Task item:
Take every line of the material below that includes the string "Hosni" and copy it out.

..........

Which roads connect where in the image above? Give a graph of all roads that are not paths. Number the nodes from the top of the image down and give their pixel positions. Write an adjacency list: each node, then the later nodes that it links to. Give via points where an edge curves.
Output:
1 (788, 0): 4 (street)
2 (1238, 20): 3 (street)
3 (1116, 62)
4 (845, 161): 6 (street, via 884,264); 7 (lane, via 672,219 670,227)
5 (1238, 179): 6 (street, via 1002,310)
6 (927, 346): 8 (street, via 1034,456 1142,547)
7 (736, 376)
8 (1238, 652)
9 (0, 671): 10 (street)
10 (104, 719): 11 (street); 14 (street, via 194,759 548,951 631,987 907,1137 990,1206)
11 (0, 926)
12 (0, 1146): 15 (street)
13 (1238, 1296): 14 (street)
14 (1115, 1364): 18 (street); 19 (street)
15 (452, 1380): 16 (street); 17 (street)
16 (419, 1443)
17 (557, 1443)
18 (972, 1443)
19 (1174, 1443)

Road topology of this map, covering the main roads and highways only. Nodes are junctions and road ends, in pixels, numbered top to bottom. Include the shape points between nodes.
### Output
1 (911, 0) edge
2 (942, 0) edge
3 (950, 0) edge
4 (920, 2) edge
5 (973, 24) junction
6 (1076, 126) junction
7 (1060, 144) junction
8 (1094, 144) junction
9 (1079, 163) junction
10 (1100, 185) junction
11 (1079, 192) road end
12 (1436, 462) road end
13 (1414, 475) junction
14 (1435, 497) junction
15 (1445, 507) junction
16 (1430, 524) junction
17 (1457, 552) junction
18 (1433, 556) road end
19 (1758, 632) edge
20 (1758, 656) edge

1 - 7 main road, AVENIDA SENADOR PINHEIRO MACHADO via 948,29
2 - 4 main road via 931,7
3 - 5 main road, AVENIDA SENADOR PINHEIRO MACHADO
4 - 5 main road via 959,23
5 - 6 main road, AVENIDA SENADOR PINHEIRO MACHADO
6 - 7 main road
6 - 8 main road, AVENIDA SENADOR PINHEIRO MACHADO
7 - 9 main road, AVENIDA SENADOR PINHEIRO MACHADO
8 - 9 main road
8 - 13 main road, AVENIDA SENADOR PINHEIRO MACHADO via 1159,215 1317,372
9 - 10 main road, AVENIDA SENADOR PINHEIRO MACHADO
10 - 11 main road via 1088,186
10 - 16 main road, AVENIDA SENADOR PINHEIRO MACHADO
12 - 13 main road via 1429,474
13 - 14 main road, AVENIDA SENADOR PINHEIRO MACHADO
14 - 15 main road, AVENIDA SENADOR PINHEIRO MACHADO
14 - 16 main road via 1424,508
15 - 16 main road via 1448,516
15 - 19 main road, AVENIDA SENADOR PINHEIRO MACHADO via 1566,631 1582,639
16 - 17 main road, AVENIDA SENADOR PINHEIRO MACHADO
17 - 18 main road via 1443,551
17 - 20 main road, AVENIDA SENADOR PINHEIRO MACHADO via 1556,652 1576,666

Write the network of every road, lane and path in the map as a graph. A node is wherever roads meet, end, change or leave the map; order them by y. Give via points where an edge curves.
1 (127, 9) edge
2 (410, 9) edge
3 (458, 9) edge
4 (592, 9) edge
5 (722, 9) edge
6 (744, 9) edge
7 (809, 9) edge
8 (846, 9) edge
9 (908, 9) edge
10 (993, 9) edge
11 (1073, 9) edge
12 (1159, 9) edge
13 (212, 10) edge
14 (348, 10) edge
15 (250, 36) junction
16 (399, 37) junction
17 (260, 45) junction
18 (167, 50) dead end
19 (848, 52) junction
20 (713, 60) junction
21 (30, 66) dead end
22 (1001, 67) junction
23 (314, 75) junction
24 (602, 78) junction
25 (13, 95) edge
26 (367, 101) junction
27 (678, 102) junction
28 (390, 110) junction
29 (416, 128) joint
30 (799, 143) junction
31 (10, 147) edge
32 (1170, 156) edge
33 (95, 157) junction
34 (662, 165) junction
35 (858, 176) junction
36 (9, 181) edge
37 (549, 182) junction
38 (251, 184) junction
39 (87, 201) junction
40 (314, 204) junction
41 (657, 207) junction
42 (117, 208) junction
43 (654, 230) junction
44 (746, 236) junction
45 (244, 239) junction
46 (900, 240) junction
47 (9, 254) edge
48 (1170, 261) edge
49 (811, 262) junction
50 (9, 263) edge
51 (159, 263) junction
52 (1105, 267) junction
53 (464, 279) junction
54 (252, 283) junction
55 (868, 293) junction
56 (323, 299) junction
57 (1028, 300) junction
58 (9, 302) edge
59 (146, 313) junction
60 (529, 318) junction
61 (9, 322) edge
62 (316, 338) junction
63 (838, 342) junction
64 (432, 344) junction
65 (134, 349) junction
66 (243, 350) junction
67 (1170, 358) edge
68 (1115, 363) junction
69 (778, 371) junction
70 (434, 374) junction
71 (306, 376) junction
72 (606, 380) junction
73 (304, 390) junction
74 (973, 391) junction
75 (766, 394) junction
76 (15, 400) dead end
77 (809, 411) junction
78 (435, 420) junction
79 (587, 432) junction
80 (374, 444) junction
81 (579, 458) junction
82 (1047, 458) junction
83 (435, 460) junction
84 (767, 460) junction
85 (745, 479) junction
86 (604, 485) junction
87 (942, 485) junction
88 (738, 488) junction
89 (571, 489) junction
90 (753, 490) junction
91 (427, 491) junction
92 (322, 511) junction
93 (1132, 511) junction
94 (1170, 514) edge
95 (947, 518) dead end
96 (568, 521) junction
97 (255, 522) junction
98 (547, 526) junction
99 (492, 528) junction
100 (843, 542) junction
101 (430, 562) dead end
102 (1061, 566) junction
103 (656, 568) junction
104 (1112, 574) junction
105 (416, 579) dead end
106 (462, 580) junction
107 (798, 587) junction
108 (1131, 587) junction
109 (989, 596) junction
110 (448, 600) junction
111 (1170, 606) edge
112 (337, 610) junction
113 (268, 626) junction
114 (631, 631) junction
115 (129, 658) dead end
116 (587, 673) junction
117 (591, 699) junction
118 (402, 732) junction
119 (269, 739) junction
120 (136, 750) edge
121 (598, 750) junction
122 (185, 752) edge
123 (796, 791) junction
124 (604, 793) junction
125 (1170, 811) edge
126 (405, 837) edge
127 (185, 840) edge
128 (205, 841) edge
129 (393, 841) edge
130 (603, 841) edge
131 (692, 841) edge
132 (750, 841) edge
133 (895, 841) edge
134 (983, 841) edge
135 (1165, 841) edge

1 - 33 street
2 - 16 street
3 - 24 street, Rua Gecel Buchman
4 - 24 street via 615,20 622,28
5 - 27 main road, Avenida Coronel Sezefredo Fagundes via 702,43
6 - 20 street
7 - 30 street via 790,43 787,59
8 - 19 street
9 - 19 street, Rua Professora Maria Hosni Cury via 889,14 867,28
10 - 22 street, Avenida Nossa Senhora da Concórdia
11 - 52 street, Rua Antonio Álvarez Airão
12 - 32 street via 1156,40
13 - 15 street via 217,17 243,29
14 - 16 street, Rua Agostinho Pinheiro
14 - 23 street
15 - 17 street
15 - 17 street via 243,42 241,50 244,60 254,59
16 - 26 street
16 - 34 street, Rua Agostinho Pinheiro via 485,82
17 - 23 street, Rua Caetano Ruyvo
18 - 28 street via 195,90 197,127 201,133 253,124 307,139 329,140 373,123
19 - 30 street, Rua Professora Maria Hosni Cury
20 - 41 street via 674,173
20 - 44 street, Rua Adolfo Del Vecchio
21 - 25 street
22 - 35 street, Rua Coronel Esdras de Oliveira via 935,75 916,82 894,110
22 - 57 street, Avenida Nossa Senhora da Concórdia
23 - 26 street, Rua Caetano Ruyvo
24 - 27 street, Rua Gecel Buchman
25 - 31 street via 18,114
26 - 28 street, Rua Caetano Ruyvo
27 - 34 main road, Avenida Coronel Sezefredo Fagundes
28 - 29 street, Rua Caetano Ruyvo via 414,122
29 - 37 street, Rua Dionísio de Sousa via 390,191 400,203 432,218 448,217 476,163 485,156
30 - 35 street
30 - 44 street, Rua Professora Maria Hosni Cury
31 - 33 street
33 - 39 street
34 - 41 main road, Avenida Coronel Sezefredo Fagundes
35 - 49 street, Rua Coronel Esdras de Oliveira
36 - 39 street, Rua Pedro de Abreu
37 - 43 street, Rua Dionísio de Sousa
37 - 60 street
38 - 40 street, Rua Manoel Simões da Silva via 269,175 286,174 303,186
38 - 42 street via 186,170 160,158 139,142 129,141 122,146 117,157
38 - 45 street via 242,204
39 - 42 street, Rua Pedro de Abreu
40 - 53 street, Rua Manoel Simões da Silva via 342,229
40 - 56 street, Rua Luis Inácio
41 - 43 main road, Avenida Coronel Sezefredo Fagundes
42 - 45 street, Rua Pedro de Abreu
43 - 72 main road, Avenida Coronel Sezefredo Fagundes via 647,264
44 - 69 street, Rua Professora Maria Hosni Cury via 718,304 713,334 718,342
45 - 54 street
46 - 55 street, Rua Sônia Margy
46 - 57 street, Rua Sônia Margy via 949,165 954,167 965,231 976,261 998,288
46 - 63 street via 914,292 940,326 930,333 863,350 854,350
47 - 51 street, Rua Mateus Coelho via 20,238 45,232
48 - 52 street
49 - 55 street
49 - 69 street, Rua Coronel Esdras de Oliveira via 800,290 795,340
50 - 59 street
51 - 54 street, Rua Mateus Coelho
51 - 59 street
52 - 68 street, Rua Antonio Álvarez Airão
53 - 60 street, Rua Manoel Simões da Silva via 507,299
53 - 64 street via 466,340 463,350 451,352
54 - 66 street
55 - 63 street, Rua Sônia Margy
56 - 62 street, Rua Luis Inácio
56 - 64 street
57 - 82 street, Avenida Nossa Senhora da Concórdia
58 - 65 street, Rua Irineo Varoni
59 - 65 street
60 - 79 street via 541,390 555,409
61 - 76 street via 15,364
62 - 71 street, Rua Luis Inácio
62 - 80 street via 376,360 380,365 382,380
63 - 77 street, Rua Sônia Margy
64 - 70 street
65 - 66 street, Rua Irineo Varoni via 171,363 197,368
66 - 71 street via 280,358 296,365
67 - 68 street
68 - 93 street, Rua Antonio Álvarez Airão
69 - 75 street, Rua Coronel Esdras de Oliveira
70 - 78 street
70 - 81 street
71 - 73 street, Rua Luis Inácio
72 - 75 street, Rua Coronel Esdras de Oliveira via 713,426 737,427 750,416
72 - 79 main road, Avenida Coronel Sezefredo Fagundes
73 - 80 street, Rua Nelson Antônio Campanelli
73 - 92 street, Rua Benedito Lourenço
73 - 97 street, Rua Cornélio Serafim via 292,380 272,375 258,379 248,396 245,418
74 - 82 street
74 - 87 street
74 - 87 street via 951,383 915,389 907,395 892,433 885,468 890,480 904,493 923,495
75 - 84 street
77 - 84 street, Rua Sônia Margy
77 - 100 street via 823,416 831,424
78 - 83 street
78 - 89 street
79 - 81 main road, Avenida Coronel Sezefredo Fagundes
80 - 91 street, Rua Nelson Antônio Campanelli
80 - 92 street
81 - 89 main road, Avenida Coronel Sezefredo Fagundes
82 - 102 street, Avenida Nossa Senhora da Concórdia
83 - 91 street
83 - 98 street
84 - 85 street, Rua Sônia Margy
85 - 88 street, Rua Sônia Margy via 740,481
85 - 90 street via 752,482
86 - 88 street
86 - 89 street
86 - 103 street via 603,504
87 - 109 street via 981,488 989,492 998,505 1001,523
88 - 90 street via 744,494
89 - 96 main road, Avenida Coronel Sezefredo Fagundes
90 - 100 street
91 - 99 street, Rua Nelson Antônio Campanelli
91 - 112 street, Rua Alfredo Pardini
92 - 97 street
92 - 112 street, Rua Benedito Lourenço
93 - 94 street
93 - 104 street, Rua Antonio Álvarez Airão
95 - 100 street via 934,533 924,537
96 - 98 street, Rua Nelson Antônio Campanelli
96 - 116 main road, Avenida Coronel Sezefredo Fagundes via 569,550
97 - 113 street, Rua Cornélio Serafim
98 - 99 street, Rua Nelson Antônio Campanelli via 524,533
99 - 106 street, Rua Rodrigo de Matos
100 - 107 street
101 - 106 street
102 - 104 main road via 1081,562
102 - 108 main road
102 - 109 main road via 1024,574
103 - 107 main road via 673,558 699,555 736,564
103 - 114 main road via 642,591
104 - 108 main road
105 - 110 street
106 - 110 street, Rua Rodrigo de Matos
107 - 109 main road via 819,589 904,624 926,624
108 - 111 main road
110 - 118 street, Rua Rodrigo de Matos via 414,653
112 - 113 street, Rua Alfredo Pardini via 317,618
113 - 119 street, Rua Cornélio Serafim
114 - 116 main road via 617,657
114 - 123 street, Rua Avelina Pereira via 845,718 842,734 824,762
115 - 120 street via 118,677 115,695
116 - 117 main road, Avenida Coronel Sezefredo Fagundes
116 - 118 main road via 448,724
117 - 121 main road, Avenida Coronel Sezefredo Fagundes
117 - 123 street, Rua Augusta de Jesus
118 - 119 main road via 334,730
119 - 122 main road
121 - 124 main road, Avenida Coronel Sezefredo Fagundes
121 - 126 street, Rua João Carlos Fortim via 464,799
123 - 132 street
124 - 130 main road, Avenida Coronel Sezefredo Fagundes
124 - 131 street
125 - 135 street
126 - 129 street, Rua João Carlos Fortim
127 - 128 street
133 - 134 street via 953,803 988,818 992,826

..........

Written answer:
9 - 19 street, Rua Professora Maria Hosni Cury via 889,14 867,28
19 - 30 street, Rua Professora Maria Hosni Cury
30 - 44 street, Rua Professora Maria Hosni Cury
44 - 69 street, Rua Professora Maria Hosni Cury via 718,304 713,334 718,342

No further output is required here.